Below is an example of a classified raster dataset showing land use. Agriculture is respresented in brown, water in blue, bare ground in yellow, a variety of deciduous and non-deciduous trees in shades of green, and urban/developed land in gray.
To add raster data to the map
On the Home tab, in the Map group, click Add Content and then click Raster Data.... You'll see a dialog you can use to browse for raster data.

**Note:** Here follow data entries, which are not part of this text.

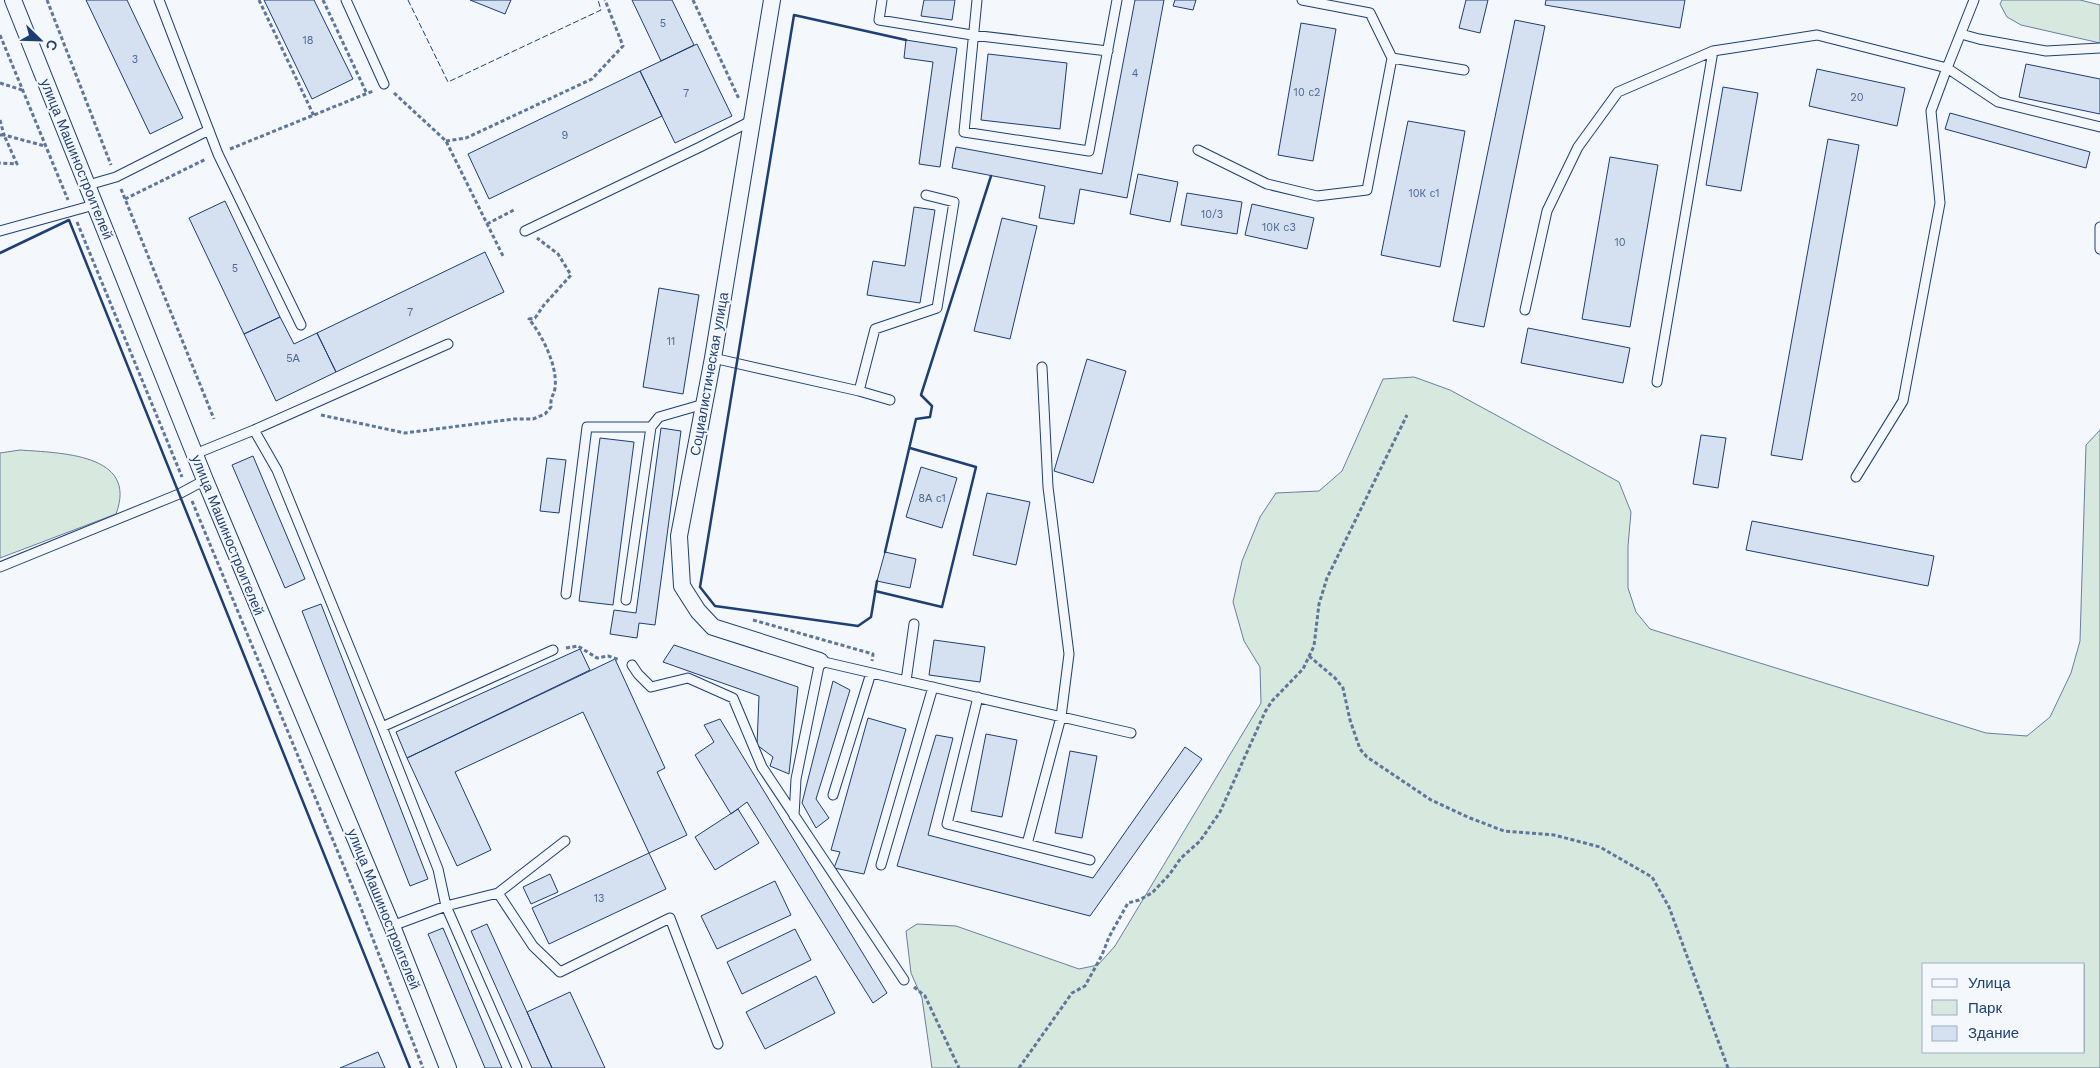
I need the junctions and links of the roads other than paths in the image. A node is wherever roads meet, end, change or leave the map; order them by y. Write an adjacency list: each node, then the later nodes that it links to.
1 (13, 0): 23 (street, улица Машиностроителей)
2 (159, 0): 21 (lane)
3 (346, 0): 18 (lane)
4 (772, 0): 19 (street, Социалистическая улица)
5 (882, 0): 11 (lane)
6 (976, 0): 11 (lane)
7 (1117, 0): 13 (lane)
8 (1302, 0): 15 (lane)
9 (1974, 0): 10 (lane)
10 (1961, 34): 12 (lane); 16 (lane)
11 (972, 35): 13 (lane); 13 (lane)
12 (2100, 48)
13 (1108, 51)
14 (1713, 51): 16 (lane); 30 (lane); 35 (lane)
15 (1392, 58): 17 (lane); 22 (lane)
16 (1947, 68): 20 (lane); 42 (lane)
17 (1464, 70)
18 (384, 84)
19 (751, 120): 28 (lane); 33 (street, Социалистическая улица)
20 (2100, 127)
21 (209, 130): 23 (lane); 31 (lane)
22 (1198, 150)
23 (88, 185): 25 (street, улица Машиностроителей)
24 (926, 194): 36 (lane)
25 (94, 205): 27 (lane); 41 (street, улица Машиностроителей)
26 (2100, 227): 29 (lane)
27 (0, 231)
28 (525, 231)
29 (2100, 249)
30 (1525, 310)
31 (302, 325)
32 (448, 344): 40 (lane)
33 (713, 358): 36 (lane); 38 (street, Социалистическая улица)
34 (1042, 367): 55 (lane)
35 (1657, 382)
36 (859, 391): 37 (lane)
37 (890, 400)
38 (704, 404): 39 (lane); 49 (street, Социалистическая улица)
39 (651, 427): 45 (lane); 46 (lane)
40 (254, 430): 41 (lane); 56 (lane)
41 (195, 454): 43 (street, улица Машиностроителей)
42 (1856, 477)
43 (205, 480): 44 (lane); 66 (street, улица Машиностроителей)
44 (0, 567)
45 (566, 594)
46 (626, 600)
47 (914, 624): 52 (lane)
48 (553, 650): 56 (lane)
49 (820, 661): 51 (lane); 59 (lane)
50 (632, 665): 59 (lane)
51 (871, 673): 52 (lane); 58 (lane)
52 (906, 681): 53 (lane)
53 (933, 687): 54 (lane); 63 (lane)
54 (978, 697): 55 (lane); 61 (lane)
55 (1061, 717): 57 (lane); 61 (lane)
56 (382, 726): 65 (lane)
57 (1131, 733)
58 (833, 795)
59 (794, 816): 67 (lane)
60 (565, 841): 64 (lane)
61 (1028, 844): 62 (lane)
62 (1090, 860)
63 (882, 865)
64 (498, 893): 65 (lane); 68 (lane)
65 (446, 906): 66 (lane); 70 (lane)
66 (392, 926): 69 (street, улица Машиностроителей)
67 (904, 980)
68 (718, 1044)
69 (448, 1068)
70 (518, 1068)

ArcGIS Explorer supports the display of many raster formats, including: Imagine image (.img), bitmap (.bmp), JPEG (.jpg, .jpeg), Portable Network Graphics (.png), Graphics Interchange Format (.gif), Tagged Image File Format (.tif, .tiff), ARC/INFO and Space Imaging BIL (.bil), ARC/INFO and Space Imaging BIP (.bip), ARC/INFO and Space Imaging BSQ (.bsq), DTED Level 0-2 (.dted), ERDAS 7.5 LAN (.lan), ERDAS 7.5 GIS (.gis), JP2 (.jp2), MrSID (.sid), RAW (.raw), NTIF (.ntf), USGS ASCII DEM (.dem), X11 Pixmap (.xpm), PC Raster (.map), PCI Geomatics Database File (.pix), JPC (.jpc), J2C (.j2c), J2K (.j2k), HDF (.hdf), BSB (.kap).